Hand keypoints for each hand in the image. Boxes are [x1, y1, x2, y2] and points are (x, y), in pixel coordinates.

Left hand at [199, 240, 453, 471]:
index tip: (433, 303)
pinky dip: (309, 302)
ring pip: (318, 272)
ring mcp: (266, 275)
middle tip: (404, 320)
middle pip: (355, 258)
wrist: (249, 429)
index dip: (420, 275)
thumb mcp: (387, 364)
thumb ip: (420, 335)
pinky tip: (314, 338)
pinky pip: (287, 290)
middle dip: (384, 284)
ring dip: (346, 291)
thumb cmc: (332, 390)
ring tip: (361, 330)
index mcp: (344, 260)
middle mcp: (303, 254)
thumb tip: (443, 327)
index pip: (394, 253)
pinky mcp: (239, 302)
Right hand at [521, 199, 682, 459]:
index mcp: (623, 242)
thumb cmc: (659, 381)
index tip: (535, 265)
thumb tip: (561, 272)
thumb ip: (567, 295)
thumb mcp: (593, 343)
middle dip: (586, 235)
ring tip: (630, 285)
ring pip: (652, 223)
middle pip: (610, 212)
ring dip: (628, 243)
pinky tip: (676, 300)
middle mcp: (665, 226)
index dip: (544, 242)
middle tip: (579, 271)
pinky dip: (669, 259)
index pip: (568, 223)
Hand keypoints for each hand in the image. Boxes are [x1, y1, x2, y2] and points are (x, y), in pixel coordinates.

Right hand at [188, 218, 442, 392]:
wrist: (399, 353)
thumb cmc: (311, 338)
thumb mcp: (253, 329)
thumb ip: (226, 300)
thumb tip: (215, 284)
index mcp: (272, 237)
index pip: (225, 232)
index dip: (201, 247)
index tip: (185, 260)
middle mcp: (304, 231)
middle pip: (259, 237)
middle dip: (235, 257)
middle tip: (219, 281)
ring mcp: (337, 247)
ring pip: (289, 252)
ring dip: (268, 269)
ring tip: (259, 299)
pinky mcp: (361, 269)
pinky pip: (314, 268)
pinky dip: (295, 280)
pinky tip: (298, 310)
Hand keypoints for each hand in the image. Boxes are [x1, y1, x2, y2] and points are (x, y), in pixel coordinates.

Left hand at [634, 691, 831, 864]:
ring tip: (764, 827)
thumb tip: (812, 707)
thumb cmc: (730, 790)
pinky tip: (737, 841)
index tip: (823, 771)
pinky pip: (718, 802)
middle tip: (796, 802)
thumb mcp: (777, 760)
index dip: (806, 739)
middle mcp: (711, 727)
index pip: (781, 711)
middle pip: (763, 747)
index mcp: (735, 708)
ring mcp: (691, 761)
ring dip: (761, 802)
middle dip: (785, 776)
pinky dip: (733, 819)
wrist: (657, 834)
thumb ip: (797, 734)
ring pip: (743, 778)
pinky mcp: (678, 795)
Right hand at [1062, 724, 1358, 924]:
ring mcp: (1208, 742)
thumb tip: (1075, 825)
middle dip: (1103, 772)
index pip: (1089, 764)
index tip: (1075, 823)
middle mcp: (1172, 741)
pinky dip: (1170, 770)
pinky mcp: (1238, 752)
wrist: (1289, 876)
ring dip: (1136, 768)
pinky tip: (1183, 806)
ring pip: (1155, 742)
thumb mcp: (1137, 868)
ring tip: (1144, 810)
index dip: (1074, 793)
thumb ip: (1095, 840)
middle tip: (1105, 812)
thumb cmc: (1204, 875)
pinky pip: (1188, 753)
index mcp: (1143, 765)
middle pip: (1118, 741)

Work task →
Transcribe the data above verbatim.

Task answer →
Hand keypoints for each hand in the image. Boxes are [x1, y1, x2, y2] and points are (x, y), in pixel coordinates.

Left hand at [199, 240, 453, 471]:
index tip: (433, 303)
pinky dip: (309, 302)
ring pip: (318, 272)
ring mcp: (266, 275)
middle tip: (404, 320)
middle pip: (355, 258)
wrist: (249, 429)
index dip: (420, 275)
thumb mcp: (387, 364)
thumb ip: (420, 335)
pinky tip: (314, 338)
pinky pip: (287, 290)
middle dip: (384, 284)
ring dip: (346, 291)
thumb cmc: (332, 390)
ring tip: (361, 330)
index mcp: (344, 260)
middle mcp: (303, 254)
thumb tip: (443, 327)
index pip: (394, 253)
pinky mcp: (239, 302)
Right hand at [521, 199, 682, 459]:
index mcp: (623, 242)
thumb cmc: (659, 381)
index tip: (535, 265)
thumb tip: (561, 272)
thumb ip: (567, 295)
thumb mcp: (593, 343)
middle dip: (586, 235)
ring tip: (630, 285)
ring pip: (652, 223)
middle pip: (610, 212)
ring dip: (628, 243)
pinky tip: (676, 300)
middle mcp: (665, 226)
index dip: (544, 242)
middle tip: (579, 271)
pinky dip: (669, 259)
index pip: (568, 223)
Hand keypoints for each hand in the image. Boxes are [x1, y1, x2, y2] and points are (x, y), in pixel coordinates.

Right hand at [188, 218, 442, 392]:
wrist: (399, 353)
thumb cmc: (311, 338)
thumb mcp: (253, 329)
thumb ip: (226, 300)
thumb tip: (215, 284)
index mcp: (272, 237)
index pip: (225, 232)
index dip: (201, 247)
index tip: (185, 260)
middle mcp: (304, 231)
middle pip: (259, 237)
middle dip: (235, 257)
middle tip: (219, 281)
ring mcp: (337, 247)
ring pip: (289, 252)
ring dip: (268, 269)
ring tip: (259, 299)
pinky mcp: (361, 269)
pinky pip: (314, 268)
pinky dip: (295, 280)
pinky tip: (298, 310)
Hand keypoints for each hand in the image. Boxes are [x1, y1, x2, y2] and points are (x, y), in pixel coordinates.

Left hand at [634, 691, 831, 864]:
ring tip: (764, 827)
thumb tip: (812, 707)
thumb cmc: (730, 790)
pinky tip: (737, 841)
index tip: (823, 771)
pinky pip: (718, 802)
middle tip: (796, 802)
thumb mcp: (777, 760)
index dip: (806, 739)
middle mcp: (711, 727)
index pip: (781, 711)
middle pip: (763, 747)
index mcp: (735, 708)
ring mcp: (691, 761)
ring dip: (761, 802)
middle dip: (785, 776)
pinky dip: (733, 819)
wrist: (657, 834)
thumb ip: (797, 734)
ring pip: (743, 778)
pinky mcp: (678, 795)
Right hand at [1062, 724, 1358, 924]:
ring mcp: (1208, 742)
thumb tip: (1075, 825)
middle dip: (1103, 772)
index pip: (1089, 764)
index tip: (1075, 823)
middle mcp: (1172, 741)
pinky dip: (1170, 770)
pinky mcp: (1238, 752)
wrist: (1289, 876)
ring dip: (1136, 768)
pinky tip: (1183, 806)
ring pip: (1155, 742)
thumb mcp: (1137, 868)
ring tip: (1144, 810)
index dip: (1074, 793)
thumb ip: (1095, 840)
middle tip: (1105, 812)
thumb cmc: (1204, 875)
pinky pip: (1188, 753)
index mcp: (1143, 765)
middle pip: (1118, 741)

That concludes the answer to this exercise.